A thread of urgency for college attainment and continuance has spread throughout higher academia, after President Obama’s 2009 charge to the United States in regaining its lead in worldwide college graduates by the year 2020.
In this collective pursuit for higher achievement by universities, educational organizations and policy makers, often left out of the fold of accountability are high schools across the country — who have been moreso tasked with the obligation of graduating students from secondary institutions with diplomas that are not viable for the demands of sustainable employment opportunities in the country.
In a recent study, “High School Benchmarks: National College Progression Rates,” released by the National Student Clearinghouse Research Center, high school administrators have been presented with data for their introduction into this nationwide call for action.

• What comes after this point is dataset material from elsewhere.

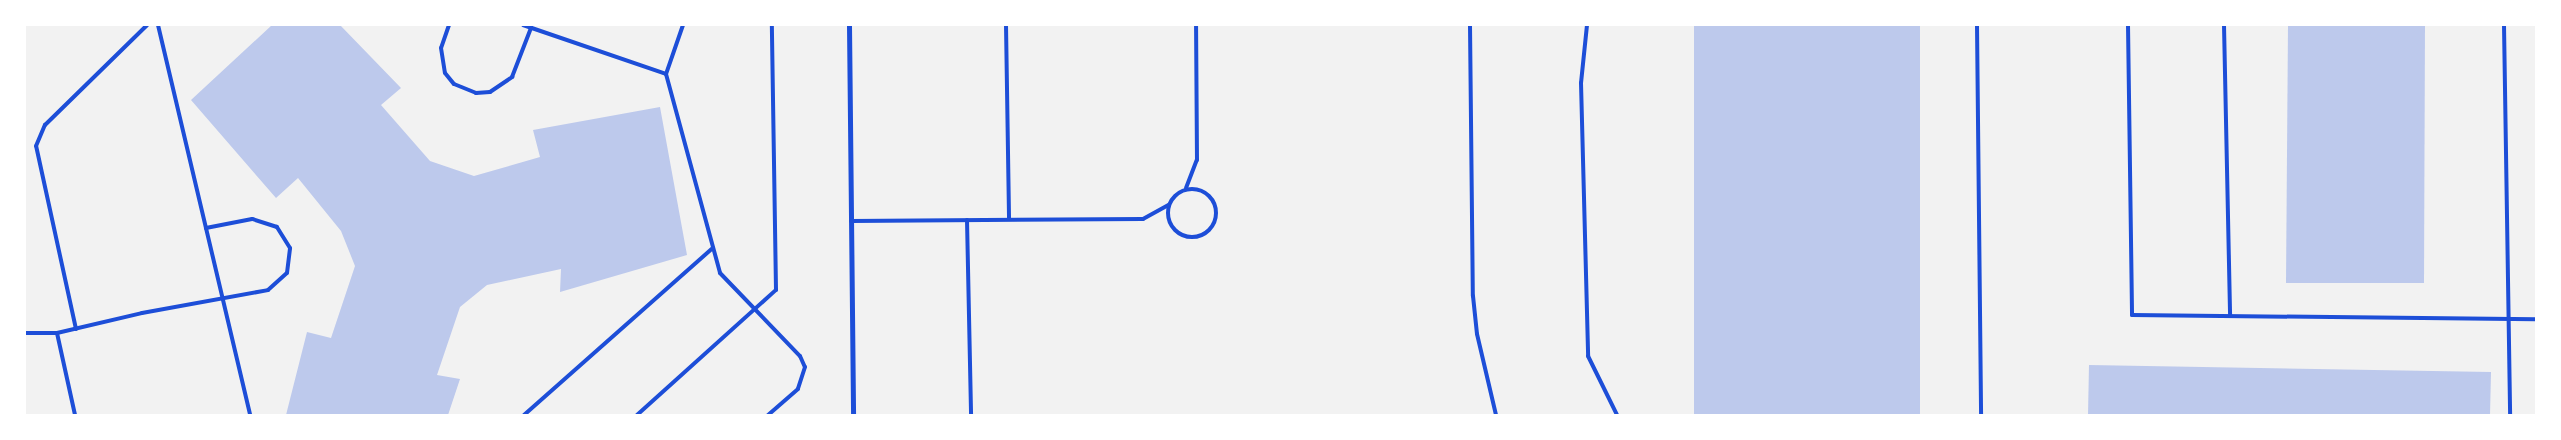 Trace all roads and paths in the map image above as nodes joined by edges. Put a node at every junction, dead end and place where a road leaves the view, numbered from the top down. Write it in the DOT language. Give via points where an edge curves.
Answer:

“We are trying to focus on the role of high schools and make sure high schools aren’t the weak link,” said Dr. Doug Shapiro, executive research director at the National Student Clearinghouse Research Center, during a roundtable panel discussion held on Tuesday to highlight the report’s findings.

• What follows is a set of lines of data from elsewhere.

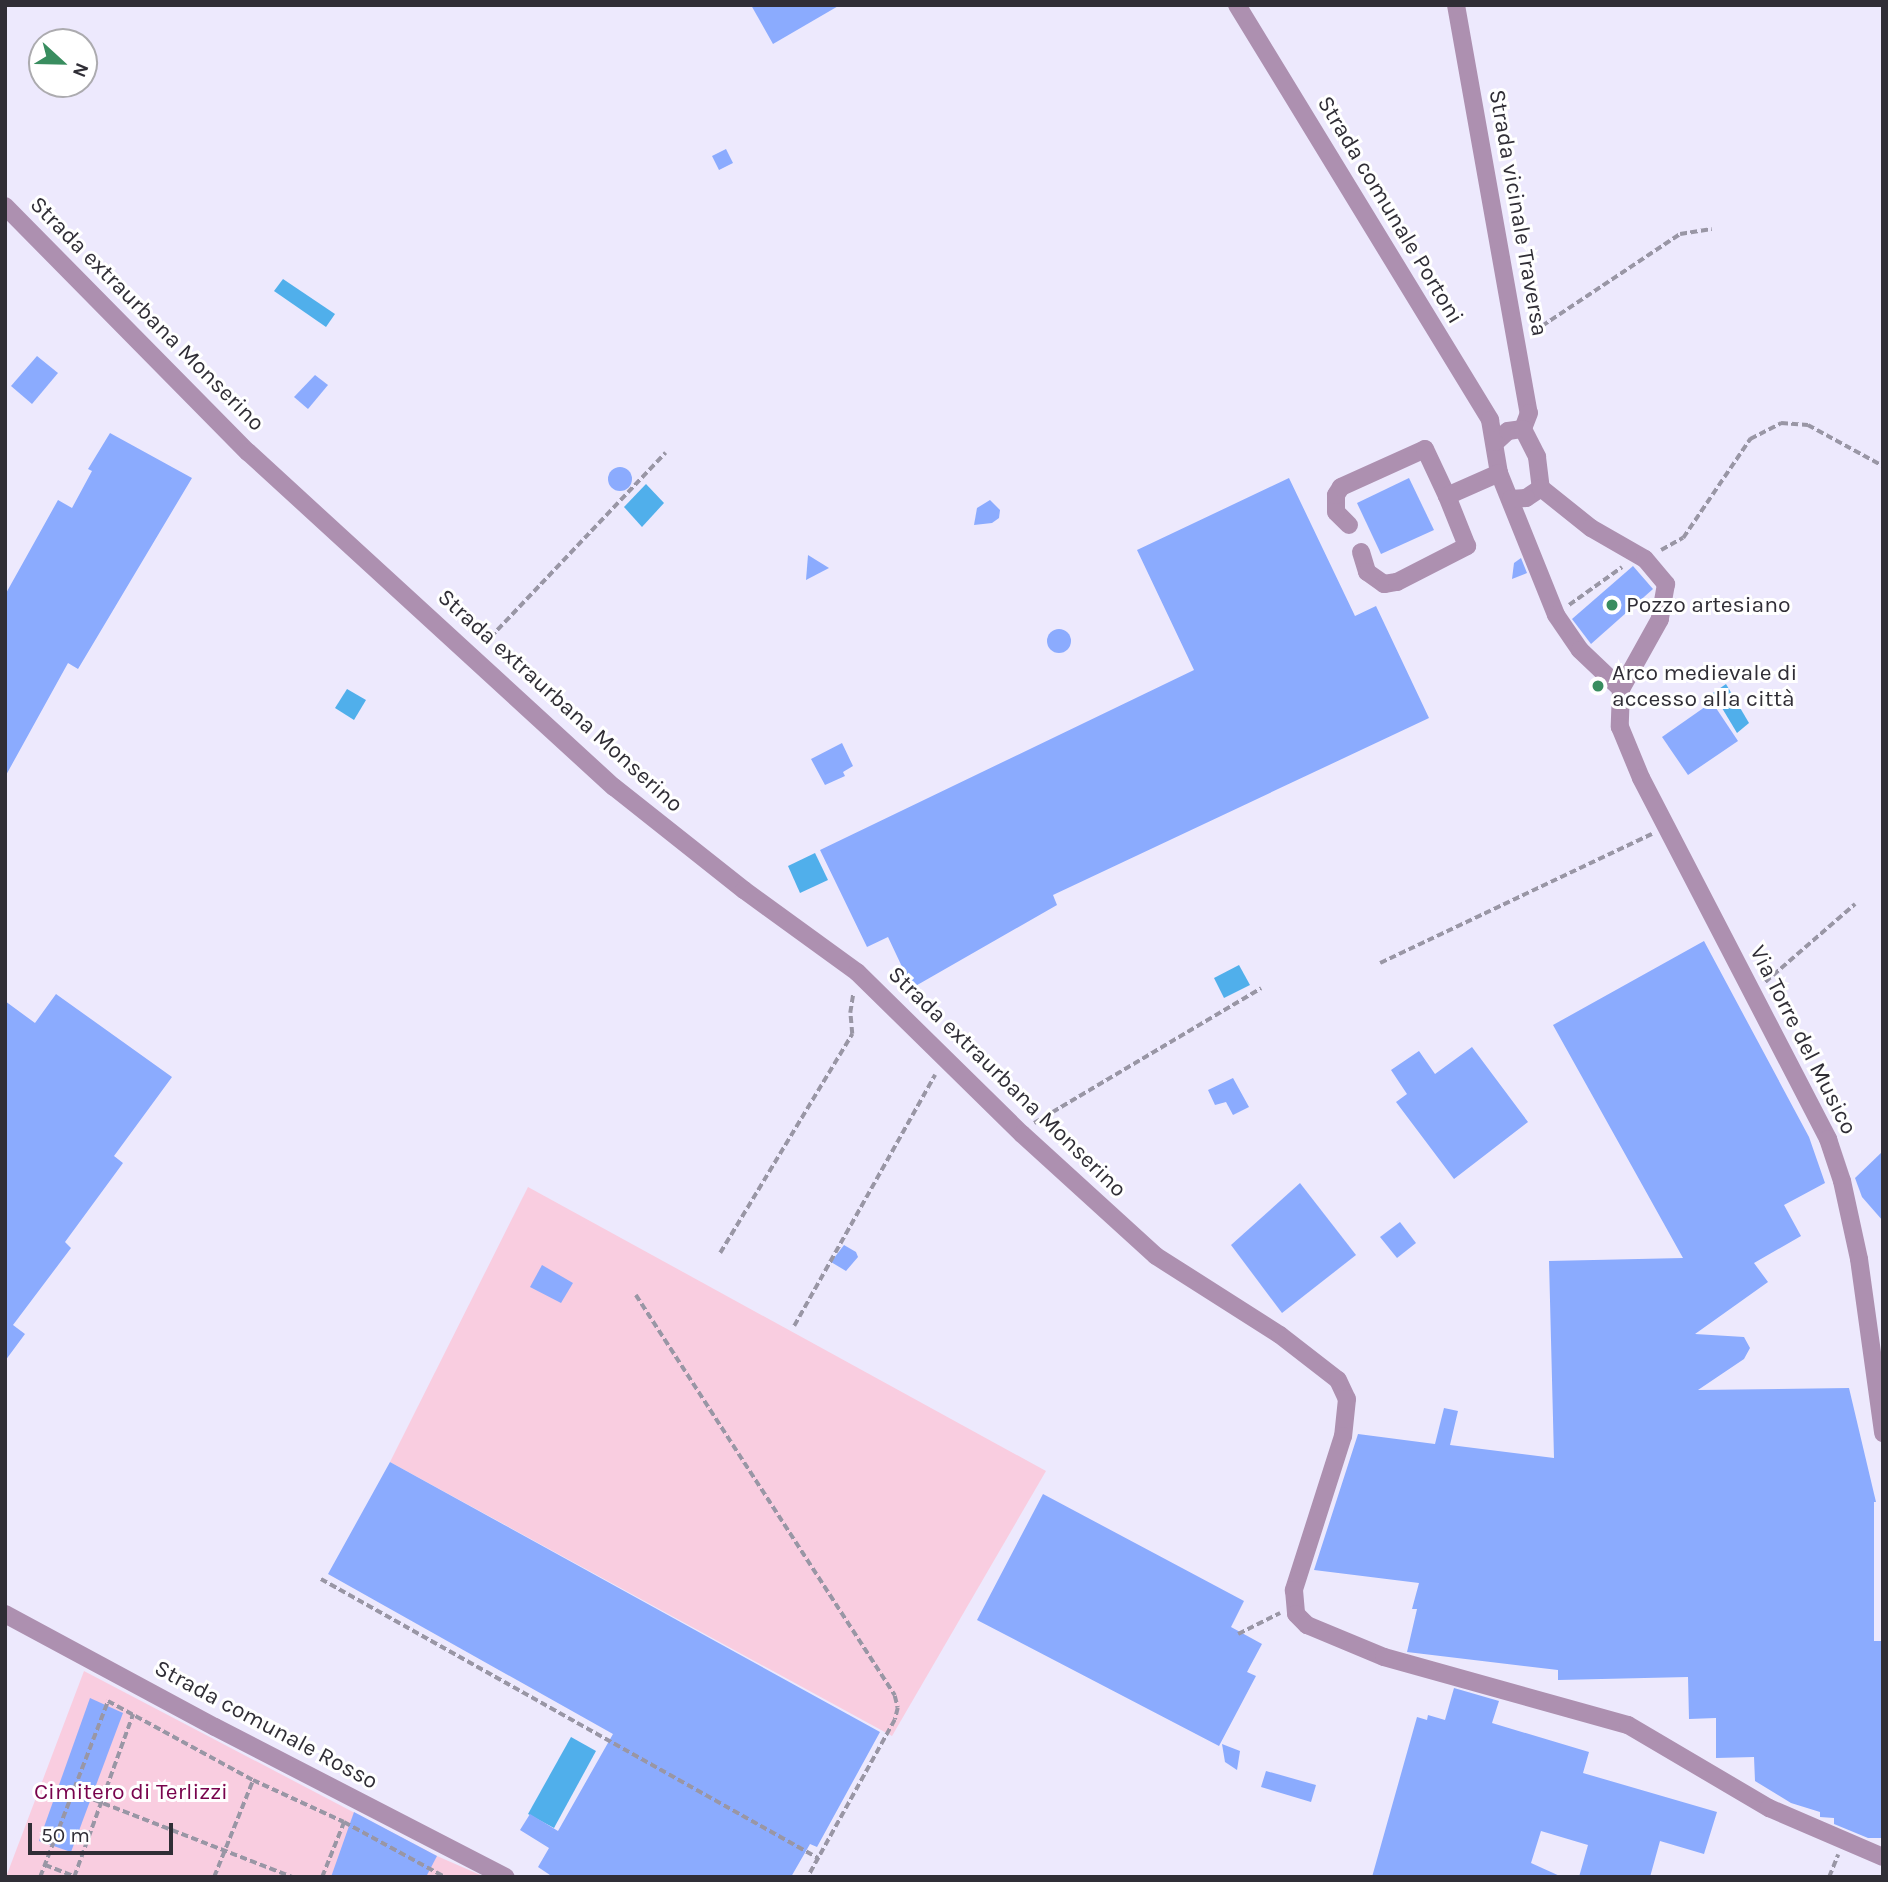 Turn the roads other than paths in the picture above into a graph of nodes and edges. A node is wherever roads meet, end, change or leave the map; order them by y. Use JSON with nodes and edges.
{"nodes":[{"id":1,"x":1237,"y":5,"type":"edge"},
{"id":2,"x":1456,"y":5,"type":"edge"},
{"id":3,"x":5,"y":206,"type":"edge"},
{"id":4,"x":1523,"y":429,"type":"junction"},
{"id":5,"x":1496,"y":442,"type":"junction"},
{"id":6,"x":1499,"y":473,"type":"junction"},
{"id":7,"x":1541,"y":488,"type":"junction"},
{"id":8,"x":1447,"y":496,"type":"junction"},
{"id":9,"x":1511,"y":499,"type":"junction"},
{"id":10,"x":1349,"y":525,"type":"dead end"},
{"id":11,"x":1361,"y":552,"type":"dead end"},
{"id":12,"x":1620,"y":689,"type":"junction"},
{"id":13,"x":1883,"y":1433,"type":"edge"},
{"id":14,"x":5,"y":1614,"type":"edge"},
{"id":15,"x":1883,"y":1857,"type":"edge"},
{"id":16,"x":506,"y":1877,"type":"edge"}],
"edges":[{"from":1,"to":5,"type":"street","name":"Strada comunale Portoni"},
{"from":2,"to":4,"type":"street","name":"Strada vicinale Traversa"},
{"from":3,"to":15,"type":"street","name":"Strada extraurbana Monserino"},
{"from":4,"to":5,"type":"street"},
{"from":4,"to":7,"type":"street"},
{"from":5,"to":6,"type":"street","name":"Strada comunale Portoni"},
{"from":6,"to":8,"type":"street"},
{"from":6,"to":9,"type":"street","name":"Strada comunale Portoni"},
{"from":7,"to":9,"type":"street"},
{"from":7,"to":12,"type":"street","name":"Via Torre del Musico"},
{"from":8,"to":10,"type":"street"},
{"from":8,"to":11,"type":"street"},
{"from":9,"to":12,"type":"street","name":"Strada comunale Portoni"},
{"from":12,"to":13,"type":"street","name":"Via Torre del Musico"},
{"from":14,"to":16,"type":"street","name":"Strada comunale Rosso"}]}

For the first time, data has been retrieved to offer benchmarks for public high schools to compare their graduates’ college transition rates nationwide. Before now, high school administrators have relied on unfocused student exit interviews and spotty submissions of post-graduate surveys to draw conclusions on the number of students who leave their schools and go on to attend and graduate from college.
But at this point, “it is time to stop believing what our gut tells us and start looking at the data to know what’s truly happening to our students,” said panelist Kim Cook, executive director of the National College Access Network.
The report is a descriptive study of more than 2.3 million high school students’ college transition rates from 2010-’12, based on school-level demographic and geographic characteristics.
Although the data only includes about a quarter of all U.S. high school graduates each year from all 50 states, it is framed to contribute substantially to the conversation about equitable access to and persistence in postsecondary education.
The report put into statistical context much of what roundtable partakers were already aware regarding students’ correlation between economic constraints and academic matriculation.
“The reality is that poverty is a factor that affects achievement and we cannot continue to ignore it,” said panelist Dr. Daniel Domenech, executive director of the AASA, The School Superintendents Association.
According to the report, students from low-income high schools had lower college enrollment rates, ranging from 50 percent for students from low income, rural schools to 55 percent for students from low income, low minority, urban schools.
Further, students from higher income high schools are likely to enroll in four-year institutions, rather than two-year colleges.
In low-income cities like Baltimore, Md., panelist Dallas Dance, superintendent of Baltimore County Public Schools, suggests that in many cases students are not receiving access to and awareness about college to prepare their mindsets for higher education.
Programs that Dance has found successful in Baltimore include Ready-Step and Diploma to Degree, where students can simultaneously pursue a high school diploma and associates degree.
The report also reveals college enrollment rates for the first and second year after high school graduation as well as persistence from the first to second year — a prevailing issue for panelist Deborah Santiago, COO and director of research at Excelencia in Education.
“We can get students into college, but we can’t think that we can go home and we’ve done our job,” said Santiago.
While year one may offer ample resources to jumpstart college life, Santiago suggests that many students in year two may not receive the same types of services, which can increase college dropouts rates.
While the report’s inaugural data, which will be released annually from the Clearinghouse, has generated fervor in a room full of educators, practitioners, and policy makers, further room must be made for improvement.
With more school participation in the coming years, larger samples will provide additional detail and analytic categories for more useful results.
Eventually, the Clearinghouse hopes to produce breakdowns by state and be able to identify outliers surrounding low-income schools who are producing high achievement, which can be mimicked across the country.
Dance intends to use his executive pull to bring in more participation from colleagues for a small chunk of change from a high school budget that can produce profound outcomes in higher education, “$425 is one of the best investments a school can make with reliable data.”